Transcriptional regulation of multidrug resistance‐1 gene by interleukin‐2 in lymphocytes

P‐glycoprotein, encoded by the multidrug resistance (MDR)‐1 gene, expels various drugs from cells resulting in drug resistance. However, its functional relevance to lymphocytes and the regulatory mechanism remain unclear. Although MDR‐1 is known to be induced by various cytotoxic stimuli, it is poorly understood whether the activation stimuli such as cytokines induce MDR‐1 transcription. We investigated the transcriptional regulation of MDR‐1 in lymphocytes by activation stimuli, particularly by interleukin (IL)‐2. IL‐2 induced translocation of YB‐1, a specific transcriptional factor for MDR‐1, from the cytoplasm into nucleus of lymphocytes in a dose‐dependent manner and resulted in the sequential events; transcription of MDR‐1, expression of P‐glycoprotein on the cell surface, and excretion of the intracellular dexamethasone added in vitro . Transfection of YB‐1 anti‐sense oligonucleotides inhibited P‐glycoprotein expression induced by IL‐2. Cyclosporin A, a competitive inhibitor of P‐glycoprotein, recovered intracellular dexamethasone levels in lymphocytes.
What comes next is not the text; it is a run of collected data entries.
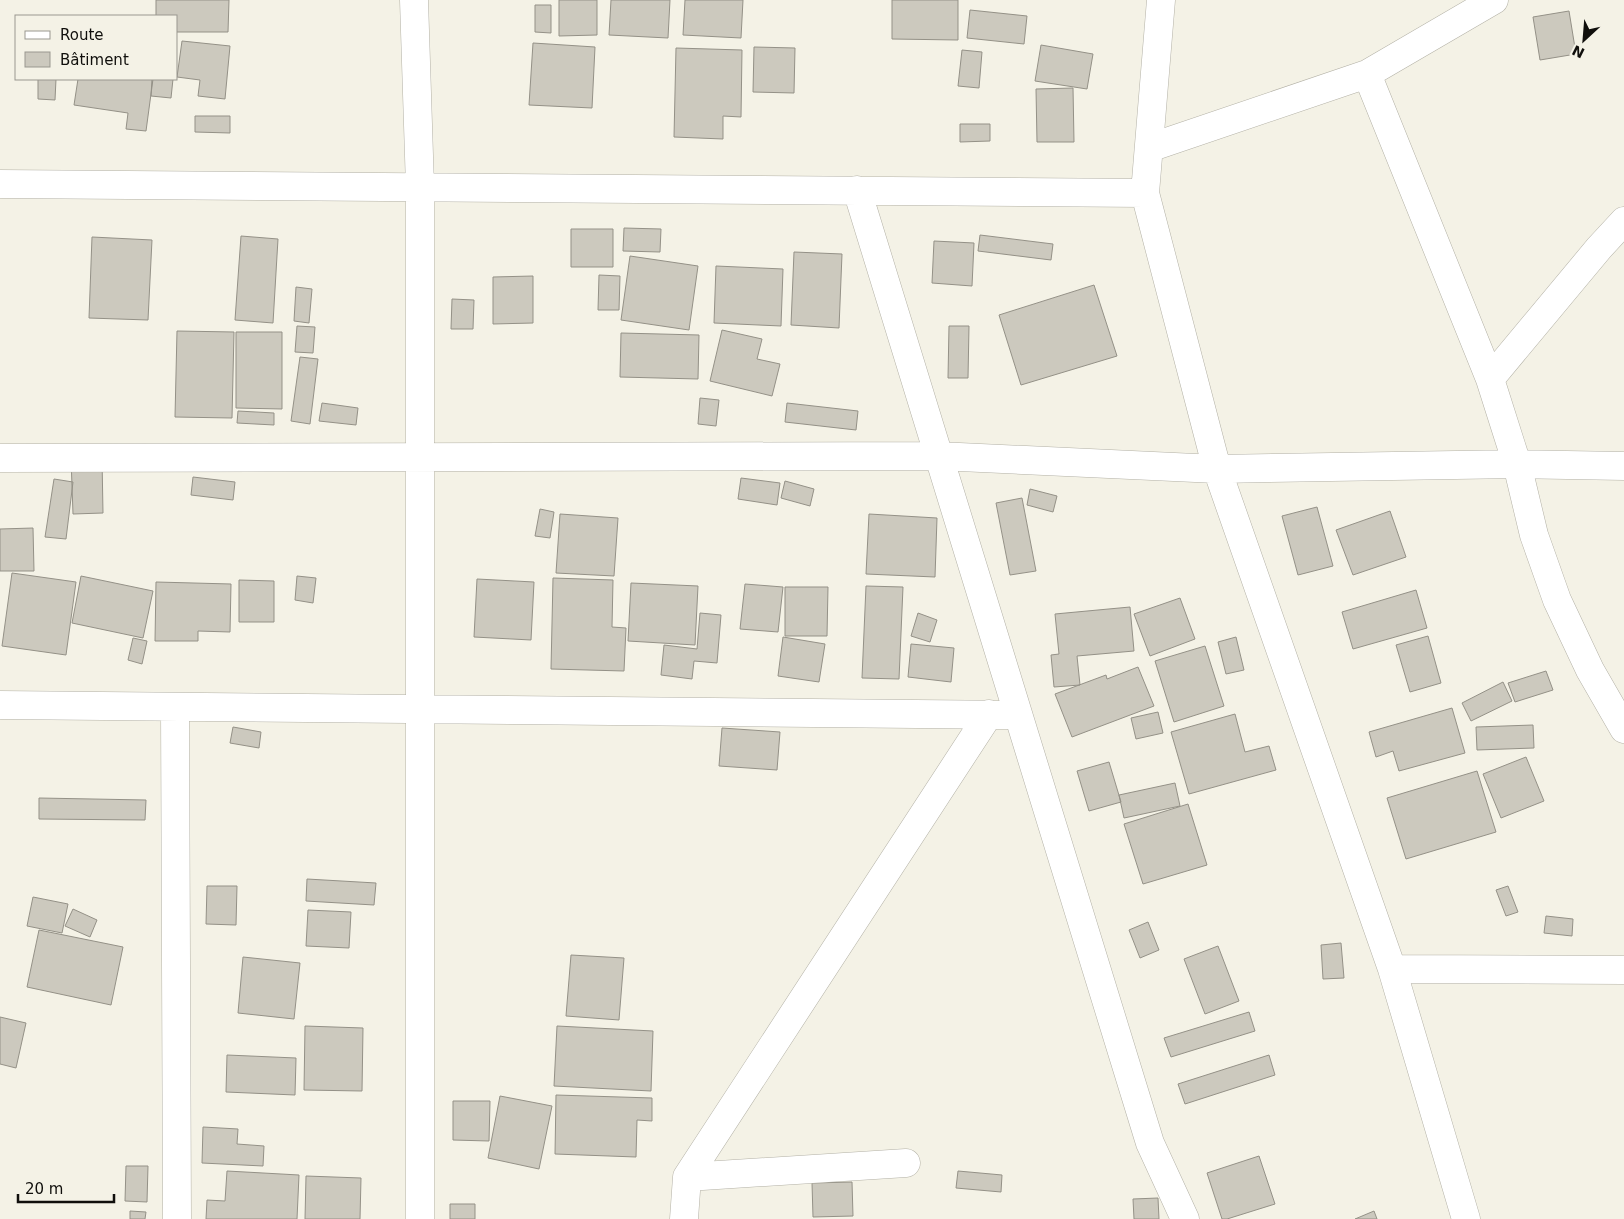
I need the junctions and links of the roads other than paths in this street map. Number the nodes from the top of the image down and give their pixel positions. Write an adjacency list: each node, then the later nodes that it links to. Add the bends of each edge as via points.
1 (414, 0): 7 (street)
2 (1161, 0): 5 (street)
3 (1494, 0): 4 (street)
4 (1367, 74): 5 (street); 11 (street)
5 (1149, 148): 9 (street)
6 (0, 184): 7 (street)
7 (420, 187): 8 (street); 13 (street)
8 (857, 190): 9 (street); 12 (street)
9 (1145, 193): 17 (street)
10 (1624, 222): 11 (street)
11 (1490, 379): 15 (street)
12 (938, 456): 13 (street); 17 (street); 22 (street)
13 (420, 457): 14 (street); 20 (street)
14 (0, 458)
15 (1517, 464): 16 (street); 17 (street); 23 (street, via 1534,535 1557,600 1590,670)
16 (1624, 466)
17 (1217, 469): 24 (street)
18 (0, 705): 19 (street)
19 (175, 707): 20 (street); 28 (street)
20 (420, 709): 21 (street); 29 (street)
21 (989, 714): 22 (street); 27 (street)
22 (1018, 715): 31 (street, via 1150,1144)
23 (1624, 727)
24 (1392, 969): 25 (street); 32 (street)
25 (1624, 970)
26 (906, 1163): 27 (street)
27 (687, 1177): 30 (street)
28 (177, 1219)
29 (420, 1219)
30 (684, 1219)
31 (1185, 1219)
32 (1466, 1219)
We provide the first evidence that IL‐2, a representative lymphocyte‐activation stimulus, induces YB‐1 activation followed by P‐glycoprotein expression in lymphocytes. Our findings imply that lymphocytes activation by IL‐2 in vivo , in the context of the pathogenesis of autoimmune diseases, results in P‐glycoprotein‐mediated multidrug resistance, and that P‐glycoprotein could be an important target for the treatment of refractory autoimmune diseases.